> **The task**: Retype all of the data shown below, keeping every character the same.

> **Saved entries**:
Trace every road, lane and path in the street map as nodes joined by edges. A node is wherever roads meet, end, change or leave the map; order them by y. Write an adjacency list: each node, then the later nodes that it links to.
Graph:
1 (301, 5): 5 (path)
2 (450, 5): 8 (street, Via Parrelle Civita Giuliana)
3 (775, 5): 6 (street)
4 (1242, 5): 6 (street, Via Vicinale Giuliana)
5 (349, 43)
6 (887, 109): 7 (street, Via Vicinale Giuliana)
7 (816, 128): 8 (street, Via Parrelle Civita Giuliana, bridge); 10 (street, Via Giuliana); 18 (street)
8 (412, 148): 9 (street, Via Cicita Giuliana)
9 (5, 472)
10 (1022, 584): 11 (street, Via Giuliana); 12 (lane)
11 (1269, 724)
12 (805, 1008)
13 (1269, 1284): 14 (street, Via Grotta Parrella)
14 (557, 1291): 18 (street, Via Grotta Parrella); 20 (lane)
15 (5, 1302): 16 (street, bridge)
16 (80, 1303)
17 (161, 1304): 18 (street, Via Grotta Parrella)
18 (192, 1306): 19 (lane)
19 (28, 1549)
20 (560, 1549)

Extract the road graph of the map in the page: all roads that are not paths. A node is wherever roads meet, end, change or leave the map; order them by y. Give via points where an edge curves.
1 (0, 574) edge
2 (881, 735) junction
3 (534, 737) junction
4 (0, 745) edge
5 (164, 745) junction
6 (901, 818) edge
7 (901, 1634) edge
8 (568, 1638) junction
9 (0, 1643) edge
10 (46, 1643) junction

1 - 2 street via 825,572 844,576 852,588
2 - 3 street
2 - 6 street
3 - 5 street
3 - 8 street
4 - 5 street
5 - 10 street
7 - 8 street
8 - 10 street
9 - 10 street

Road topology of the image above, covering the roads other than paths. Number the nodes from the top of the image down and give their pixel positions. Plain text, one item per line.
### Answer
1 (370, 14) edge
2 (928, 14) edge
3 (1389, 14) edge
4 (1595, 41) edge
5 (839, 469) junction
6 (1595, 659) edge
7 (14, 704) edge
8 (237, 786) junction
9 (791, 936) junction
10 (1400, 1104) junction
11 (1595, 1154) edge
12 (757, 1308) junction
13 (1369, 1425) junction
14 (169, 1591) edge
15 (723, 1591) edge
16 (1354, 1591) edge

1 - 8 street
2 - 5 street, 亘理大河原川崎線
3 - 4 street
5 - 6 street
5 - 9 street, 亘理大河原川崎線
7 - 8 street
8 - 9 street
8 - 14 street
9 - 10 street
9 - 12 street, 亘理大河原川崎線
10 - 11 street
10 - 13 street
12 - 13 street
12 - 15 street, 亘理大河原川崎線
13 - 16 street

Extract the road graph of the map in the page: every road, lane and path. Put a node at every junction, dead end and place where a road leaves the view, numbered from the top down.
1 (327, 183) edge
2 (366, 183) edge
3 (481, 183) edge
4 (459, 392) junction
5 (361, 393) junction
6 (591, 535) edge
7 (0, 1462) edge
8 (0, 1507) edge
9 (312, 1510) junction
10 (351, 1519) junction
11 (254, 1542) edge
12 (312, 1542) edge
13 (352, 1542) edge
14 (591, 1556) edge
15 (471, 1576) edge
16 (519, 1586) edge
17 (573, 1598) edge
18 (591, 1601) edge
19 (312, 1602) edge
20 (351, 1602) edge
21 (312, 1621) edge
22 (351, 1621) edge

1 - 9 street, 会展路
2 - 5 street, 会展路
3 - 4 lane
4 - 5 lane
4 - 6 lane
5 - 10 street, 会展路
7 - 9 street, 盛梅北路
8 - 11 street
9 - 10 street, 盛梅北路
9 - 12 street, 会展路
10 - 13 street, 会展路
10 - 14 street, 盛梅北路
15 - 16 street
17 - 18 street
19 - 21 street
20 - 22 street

> **Written response**:
Trace every road, lane and path in the street map as nodes joined by edges. A node is wherever roads meet, end, change or leave the map; order them by y. Write an adjacency list: each node, then the later nodes that it links to.
Graph:
1 (301, 5): 5 (path)
2 (450, 5): 8 (street, Via Parrelle Civita Giuliana)
3 (775, 5): 6 (street)
4 (1242, 5): 6 (street, Via Vicinale Giuliana)
5 (349, 43)
6 (887, 109): 7 (street, Via Vicinale Giuliana)
7 (816, 128): 8 (street, Via Parrelle Civita Giuliana, bridge); 10 (street, Via Giuliana); 18 (street)
8 (412, 148): 9 (street, Via Cicita Giuliana)
9 (5, 472)
10 (1022, 584): 11 (street, Via Giuliana); 12 (lane)
11 (1269, 724)
12 (805, 1008)
13 (1269, 1284): 14 (street, Via Grotta Parrella)
14 (557, 1291): 18 (street, Via Grotta Parrella); 20 (lane)
15 (5, 1302): 16 (street, bridge)
16 (80, 1303)
17 (161, 1304): 18 (street, Via Grotta Parrella)
18 (192, 1306): 19 (lane)
19 (28, 1549)
20 (560, 1549)

Extract the road graph of the map in the page: all roads that are not paths. A node is wherever roads meet, end, change or leave the map; order them by y. Give via points where an edge curves.
1 (0, 574) edge
2 (881, 735) junction
3 (534, 737) junction
4 (0, 745) edge
5 (164, 745) junction
6 (901, 818) edge
7 (901, 1634) edge
8 (568, 1638) junction
9 (0, 1643) edge
10 (46, 1643) junction

1 - 2 street via 825,572 844,576 852,588
2 - 3 street
2 - 6 street
3 - 5 street
3 - 8 street
4 - 5 street
5 - 10 street
7 - 8 street
8 - 10 street
9 - 10 street

Road topology of the image above, covering the roads other than paths. Number the nodes from the top of the image down and give their pixel positions. Plain text, one item per line.
### Answer
1 (370, 14) edge
2 (928, 14) edge
3 (1389, 14) edge
4 (1595, 41) edge
5 (839, 469) junction
6 (1595, 659) edge
7 (14, 704) edge
8 (237, 786) junction
9 (791, 936) junction
10 (1400, 1104) junction
11 (1595, 1154) edge
12 (757, 1308) junction
13 (1369, 1425) junction
14 (169, 1591) edge
15 (723, 1591) edge
16 (1354, 1591) edge

1 - 8 street
2 - 5 street, 亘理大河原川崎線
3 - 4 street
5 - 6 street
5 - 9 street, 亘理大河原川崎線
7 - 8 street
8 - 9 street
8 - 14 street
9 - 10 street
9 - 12 street, 亘理大河原川崎線
10 - 11 street
10 - 13 street
12 - 13 street
12 - 15 street, 亘理大河原川崎線
13 - 16 street

Extract the road graph of the map in the page: every road, lane and path. Put a node at every junction, dead end and place where a road leaves the view, numbered from the top down.
1 (327, 183) edge
2 (366, 183) edge
3 (481, 183) edge
4 (459, 392) junction
5 (361, 393) junction
6 (591, 535) edge
7 (0, 1462) edge
8 (0, 1507) edge
9 (312, 1510) junction
10 (351, 1519) junction
11 (254, 1542) edge
12 (312, 1542) edge
13 (352, 1542) edge
14 (591, 1556) edge
15 (471, 1576) edge
16 (519, 1586) edge
17 (573, 1598) edge
18 (591, 1601) edge
19 (312, 1602) edge
20 (351, 1602) edge
21 (312, 1621) edge
22 (351, 1621) edge

1 - 9 street, 会展路
2 - 5 street, 会展路
3 - 4 lane
4 - 5 lane
4 - 6 lane
5 - 10 street, 会展路
7 - 9 street, 盛梅北路
8 - 11 street
9 - 10 street, 盛梅北路
9 - 12 street, 会展路
10 - 13 street, 会展路
10 - 14 street, 盛梅北路
15 - 16 street
17 - 18 street
19 - 21 street
20 - 22 street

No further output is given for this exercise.